------ Data ------
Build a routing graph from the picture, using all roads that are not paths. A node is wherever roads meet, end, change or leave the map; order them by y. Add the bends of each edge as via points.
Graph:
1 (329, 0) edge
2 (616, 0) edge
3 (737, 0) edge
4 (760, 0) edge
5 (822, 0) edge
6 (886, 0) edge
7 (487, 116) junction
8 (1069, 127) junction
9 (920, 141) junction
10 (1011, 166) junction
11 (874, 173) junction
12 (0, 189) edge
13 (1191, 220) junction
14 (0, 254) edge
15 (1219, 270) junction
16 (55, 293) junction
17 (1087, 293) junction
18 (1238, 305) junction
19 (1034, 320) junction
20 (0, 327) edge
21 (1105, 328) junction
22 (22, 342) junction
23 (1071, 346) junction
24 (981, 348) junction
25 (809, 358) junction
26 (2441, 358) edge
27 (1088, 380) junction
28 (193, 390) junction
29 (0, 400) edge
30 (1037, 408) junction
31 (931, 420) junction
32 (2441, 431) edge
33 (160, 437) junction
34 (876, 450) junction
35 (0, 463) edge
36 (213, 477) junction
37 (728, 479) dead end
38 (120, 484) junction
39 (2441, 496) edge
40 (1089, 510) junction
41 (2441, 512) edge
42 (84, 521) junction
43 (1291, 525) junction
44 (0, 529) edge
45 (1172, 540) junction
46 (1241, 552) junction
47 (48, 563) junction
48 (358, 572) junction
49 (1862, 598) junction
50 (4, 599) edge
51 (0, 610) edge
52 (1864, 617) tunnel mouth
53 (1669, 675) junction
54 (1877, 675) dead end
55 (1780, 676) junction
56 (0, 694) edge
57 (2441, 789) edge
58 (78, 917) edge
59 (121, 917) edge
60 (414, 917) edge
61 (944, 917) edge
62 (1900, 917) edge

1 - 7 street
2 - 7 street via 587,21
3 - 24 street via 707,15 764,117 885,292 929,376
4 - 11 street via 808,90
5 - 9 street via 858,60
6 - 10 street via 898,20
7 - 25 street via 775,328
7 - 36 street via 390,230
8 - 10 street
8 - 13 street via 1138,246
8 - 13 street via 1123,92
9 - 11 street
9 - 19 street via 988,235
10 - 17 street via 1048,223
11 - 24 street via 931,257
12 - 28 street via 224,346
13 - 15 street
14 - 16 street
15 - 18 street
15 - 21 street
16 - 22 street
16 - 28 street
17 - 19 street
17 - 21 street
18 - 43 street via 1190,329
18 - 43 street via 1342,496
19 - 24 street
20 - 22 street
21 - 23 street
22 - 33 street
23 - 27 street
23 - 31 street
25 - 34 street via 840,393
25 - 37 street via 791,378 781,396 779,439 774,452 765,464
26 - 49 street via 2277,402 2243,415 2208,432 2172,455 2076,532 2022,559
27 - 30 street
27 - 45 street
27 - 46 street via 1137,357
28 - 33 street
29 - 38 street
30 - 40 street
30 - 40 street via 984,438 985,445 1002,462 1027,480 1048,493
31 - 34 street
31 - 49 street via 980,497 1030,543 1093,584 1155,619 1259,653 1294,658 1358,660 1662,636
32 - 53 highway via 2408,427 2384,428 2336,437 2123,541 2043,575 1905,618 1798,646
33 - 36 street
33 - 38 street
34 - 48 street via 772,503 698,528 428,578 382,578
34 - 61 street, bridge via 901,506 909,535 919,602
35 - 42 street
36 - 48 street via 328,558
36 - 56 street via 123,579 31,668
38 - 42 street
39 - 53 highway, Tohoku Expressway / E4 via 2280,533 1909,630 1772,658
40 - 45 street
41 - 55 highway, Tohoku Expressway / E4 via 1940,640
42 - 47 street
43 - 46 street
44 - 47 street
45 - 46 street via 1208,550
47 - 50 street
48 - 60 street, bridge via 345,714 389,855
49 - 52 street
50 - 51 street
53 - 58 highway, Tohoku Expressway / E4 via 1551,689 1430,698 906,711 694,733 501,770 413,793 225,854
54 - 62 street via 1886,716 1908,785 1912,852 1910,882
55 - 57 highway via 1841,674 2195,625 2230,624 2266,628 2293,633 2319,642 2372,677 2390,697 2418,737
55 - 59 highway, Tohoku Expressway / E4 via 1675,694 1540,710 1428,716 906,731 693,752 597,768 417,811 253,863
------
### Work order
Pick out each line in the material containing "highway".

### Response below
32 - 53 highway via 2408,427 2384,428 2336,437 2123,541 2043,575 1905,618 1798,646
39 - 53 highway, Tohoku Expressway / E4 via 2280,533 1909,630 1772,658
41 - 55 highway, Tohoku Expressway / E4 via 1940,640
53 - 58 highway, Tohoku Expressway / E4 via 1551,689 1430,698 906,711 694,733 501,770 413,793 225,854
55 - 57 highway via 1841,674 2195,625 2230,624 2266,628 2293,633 2319,642 2372,677 2390,697 2418,737
55 - 59 highway, Tohoku Expressway / E4 via 1675,694 1540,710 1428,716 906,731 693,752 597,768 417,811 253,863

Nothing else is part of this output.